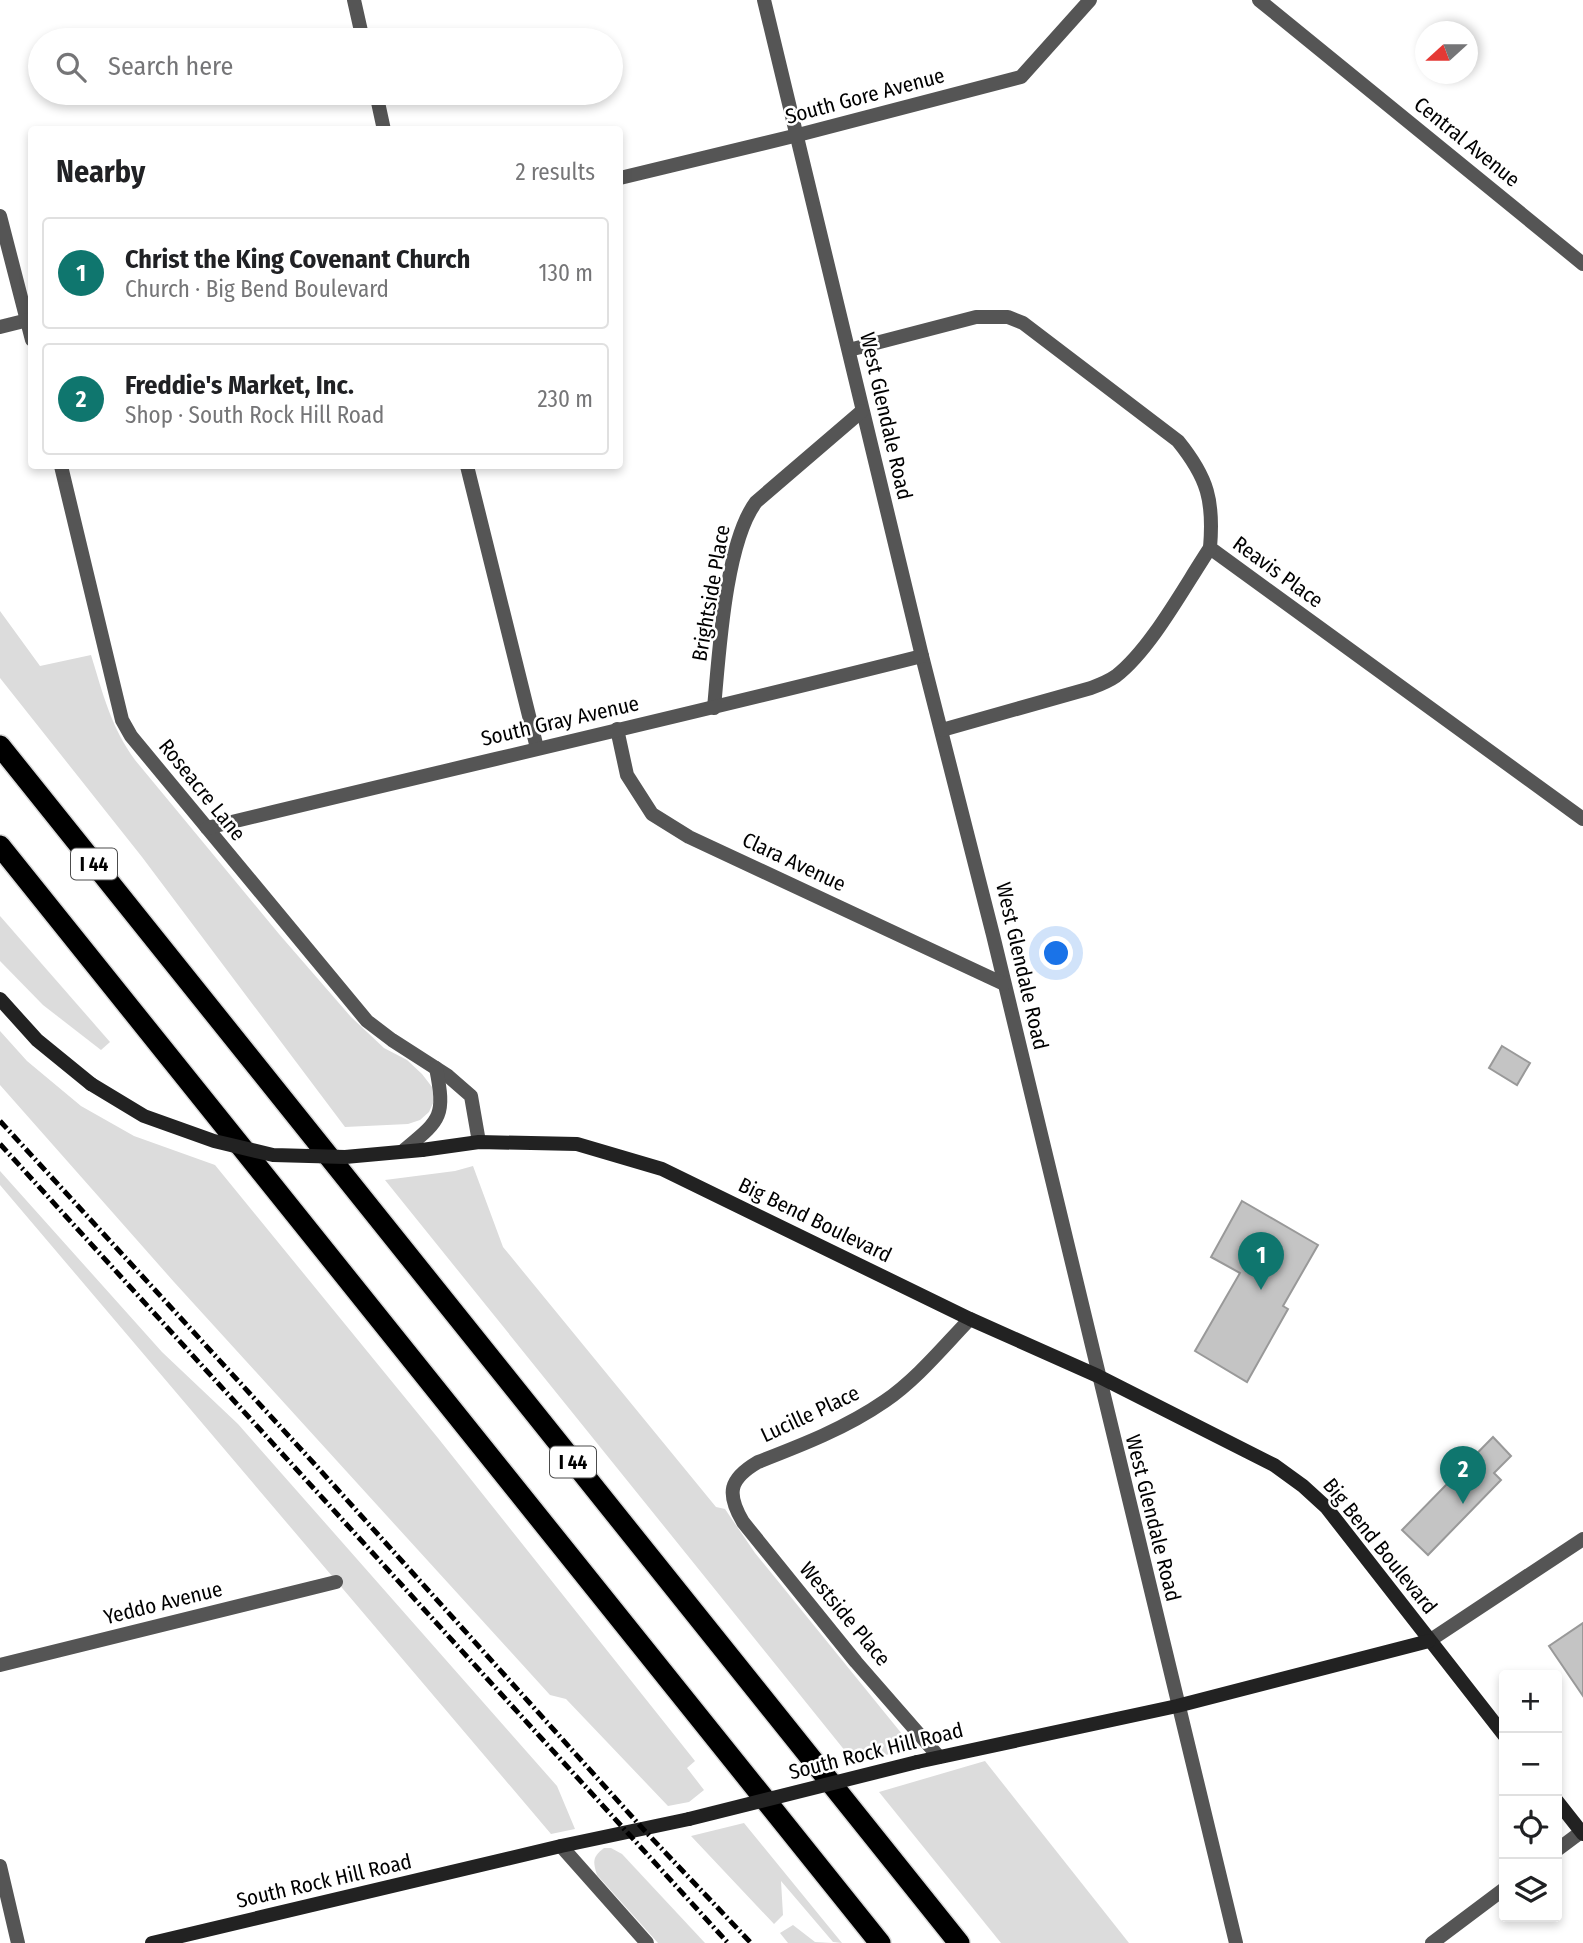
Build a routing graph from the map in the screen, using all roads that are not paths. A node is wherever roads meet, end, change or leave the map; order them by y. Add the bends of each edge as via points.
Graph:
1 (354, 0) edge
2 (764, 0) edge
3 (1090, 0) edge
4 (1259, 0) edge
5 (360, 28) edge
6 (379, 105) edge
7 (383, 126) edge
8 (798, 135) junction
9 (623, 177) edge
10 (0, 216) edge
11 (1583, 264) edge
12 (28, 316) edge
13 (28, 320) edge
14 (0, 327) edge
15 (849, 350) junction
16 (862, 411) junction
17 (62, 469) edge
18 (468, 469) edge
19 (1210, 548) junction
20 (922, 656) junction
21 (714, 708) junction
22 (617, 729) junction
23 (942, 730) junction
24 (0, 746) edge
25 (537, 748) junction
26 (1583, 819) edge
27 (207, 828) junction
28 (0, 846) edge
29 (1004, 984) junction
30 (0, 999) edge
31 (436, 1068) junction
32 (479, 1142) junction
33 (403, 1152) junction
34 (970, 1319) junction
35 (1098, 1376) junction
36 (732, 1490) joint
37 (1583, 1539) edge
38 (336, 1582) dead end
39 (1430, 1641) junction
40 (0, 1665) edge
41 (1177, 1706) junction
42 (1502, 1733) edge
43 (939, 1757) junction
44 (1562, 1807) edge
45 (1582, 1833) edge
46 (561, 1846) junction
47 (1562, 1847) edge
48 (0, 1866) edge
49 (1499, 1893) edge
50 (18, 1943) edge
51 (152, 1943) edge
52 (646, 1943) edge
53 (880, 1943) edge
54 (959, 1943) edge
55 (1236, 1943) edge
56 (1432, 1943) edge

1 - 5 street
2 - 8 street, West Glendale Road
3 - 8 street, South Gore Avenue via 1021,77
4 - 11 street, Central Avenue
6 - 7 street
8 - 9 street, South Gore Avenue
8 - 15 street, West Glendale Road
10 - 12 street
13 - 14 street
15 - 16 street, West Glendale Road
15 - 19 street, Reavis Place via 976,317 1008,317 1023,323 1178,440 1195,461 1209,495
16 - 20 street, West Glendale Road
16 - 21 street, Brightside Place via 756,502 747,515 728,593
17 - 27 street, Roseacre Lane via 122,720
18 - 25 street
19 - 23 street via 1151,636 1114,678
19 - 26 street, Reavis Place
20 - 21 street, South Gray Avenue
20 - 23 street, West Glendale Road
21 - 22 street, South Gray Avenue
22 - 25 street, South Gray Avenue
22 - 29 street, Clara Avenue via 626,775 652,814 689,837
23 - 29 street, West Glendale Road
24 - 54 highway, I 44
25 - 27 street, South Gray Avenue
27 - 31 street, Roseacre Lane via 368,1021
28 - 53 highway
29 - 35 street, West Glendale Road
30 - 33 main road, Big Bend Boulevard, bridge via 37,1040 91,1084 144,1116 214,1142 272,1155 345,1157
31 - 32 street, Roseacre Lane via 471,1096
31 - 33 street via 440,1113 432,1127
32 - 33 main road, Big Bend Boulevard, bridge
32 - 34 main road, Big Bend Boulevard via 577,1144 662,1169
34 - 35 main road, Big Bend Boulevard
34 - 36 street, Lucille Place via 887,1400 859,1418 751,1466 736,1479
35 - 39 main road, Big Bend Boulevard via 1274,1465 1303,1486 1345,1531
35 - 41 street, West Glendale Road
36 - 43 street, Westside Place via 743,1522
37 - 39 street, South Rock Hill Road
38 - 40 street, Yeddo Avenue
39 - 41 main road, South Rock Hill Road
39 - 42 main road, Big Bend Boulevard
41 - 43 main road, South Rock Hill Road
41 - 55 street, West Glendale Road
43 - 46 main road, South Rock Hill Road, bridge
44 - 45 main road
45 - 47 street
46 - 51 main road, South Rock Hill Road
46 - 52 street
48 - 50 street
49 - 56 street

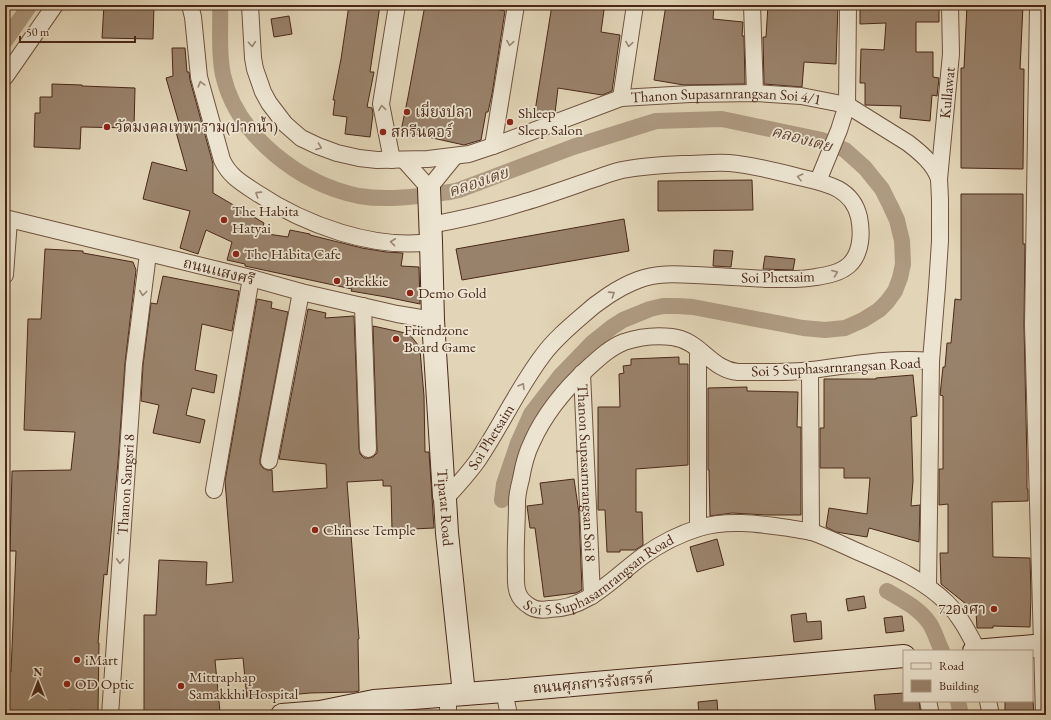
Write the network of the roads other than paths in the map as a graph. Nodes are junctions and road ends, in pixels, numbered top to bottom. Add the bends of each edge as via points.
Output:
1 (55, 5) edge
2 (190, 5) edge
3 (250, 5) edge
4 (397, 5) edge
5 (516, 5) edge
6 (635, 5) edge
7 (752, 5) edge
8 (848, 5) edge
9 (950, 5) edge
10 (1038, 5) edge
11 (5, 77) edge
12 (755, 93) junction
13 (621, 98) junction
14 (847, 105) junction
15 (493, 146) junction
16 (455, 156) junction
17 (398, 160) junction
18 (939, 179) junction
19 (818, 181) junction
20 (429, 188) junction
21 (7, 219) edge
22 (431, 228) junction
23 (148, 254) junction
24 (5, 275) edge
25 (251, 278) junction
26 (301, 292) junction
27 (363, 306) junction
28 (433, 320) junction
29 (698, 349) junction
30 (931, 361) junction
31 (810, 370) junction
32 (582, 373) junction
33 (368, 449) dead end
34 (269, 461) dead end
35 (214, 490) dead end
36 (445, 498) junction
37 (698, 528) junction
38 (811, 532) junction
39 (928, 587) junction
40 (592, 596) junction
41 (1044, 645) edge
42 (977, 650) edge
43 (989, 650) edge
44 (903, 656) edge
45 (504, 691) junction
46 (453, 701) edge
47 (928, 702) edge
48 (988, 702) edge
49 (320, 713) edge
50 (110, 715) edge
51 (282, 715) edge
52 (509, 715) edge
53 (931, 715) edge
54 (991, 715) edge
55 (1044, 715) edge

1 - 11 street
22 -> 2 street, Soi Phetsaim via 419,244 367,239 330,229 297,215 268,201 234,178 222,160 199,77
3 -> 17 street, Thanon Supasarnrangsan Soi 4/1 via 255,69 263,92 285,124 301,138 337,153 376,160
17 -> 4 street via 381,104
5 -> 15 street
6 -> 13 street
7 - 12 street
8 - 14 street
9 - 18 street, Kullawat via 951,54
10 - 41 street via 1033,325
12 - 13 street, Thanon Supasarnrangsan Soi 4/1
12 - 14 street, Thanon Supasarnrangsan Soi 4/1 via 801,96
13 - 15 street, Thanon Supasarnrangsan Soi 4/1
14 - 18 street, Thanon Supasarnrangsan Soi 4/1 via 917,150 934,168
14 - 19 street
15 - 16 street, Thanon Supasarnrangsan Soi 4/1
16 - 17 street, Thanon Supasarnrangsan Soi 4/1
16 - 20 street
17 - 20 street
18 - 30 street, Kullawat via 940,242
19 -> 22 street, Soi Phetsaim via 728,163 655,165 622,170 525,202
36 -> 19 street, Soi Phetsaim via 480,457 544,354 560,335 615,291 637,280 655,275 808,279 836,272 850,264 860,245 860,223 856,209 850,197
20 - 22 street, Tiparat Road
21 - 23 street, ถนนเเสงศรี
21 - 24 street
22 - 28 street, Tiparat Road
23 - 25 street, ถนนเเสงศรี
23 -> 50 street, Thanon Sangsri 8 via 134,364
25 - 26 street, ถนนเเสงศรี
25 - 35 street
26 - 27 street, ถนนเเสงศรี
26 - 34 street
27 - 28 street, ถนนเเสงศรี
27 - 33 street
28 - 36 street, Tiparat Road
29 - 31 street, Soi 5 Suphasarnrangsan Road via 730,372
29 - 32 street, Soi 5 Suphasarnrangsan Road via 675,337 636,339 612,348
29 - 37 street
30 - 31 street, Soi 5 Suphasarnrangsan Road via 872,362
30 - 39 street, Soi 5 Suphasarnrangsan Road
31 - 38 street
32 - 40 street, Thanon Supasarnrangsan Soi 8
32 - 40 street, Soi 5 Suphasarnrangsan Road via 555,403 542,423 523,467 518,494 516,584 520,597 537,609 553,610
36 - 46 street, Tiparat Road
37 - 38 street, Soi 5 Suphasarnrangsan Road via 713,524 739,523
37 - 40 street, Soi 5 Suphasarnrangsan Road via 668,540 644,555
38 - 39 street, Soi 5 Suphasarnrangsan Road via 891,566
39 - 42 street, Soi 5 Suphasarnrangsan Road via 947,603 962,621
41 - 43 street
41 - 55 street
44 - 45 street, ถนนศุภสารรังสรรค์
45 - 46 street, ถนนศุภสารรังสรรค์
45 - 52 street
46 - 49 street, ถนนศุภสารรังสรรค์ via 374,701
47 - 53 street
48 - 54 street
49 - 51 street, ถนนศุภสารรังสรรค์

____

■ **Work task**
Copy the lines of the entries above that mention "Hill".

■ **Task response**
37 - 39 street, South Rock Hill Road
39 - 41 main road, South Rock Hill Road
41 - 43 main road, South Rock Hill Road
43 - 46 main road, South Rock Hill Road, bridge
46 - 51 main road, South Rock Hill Road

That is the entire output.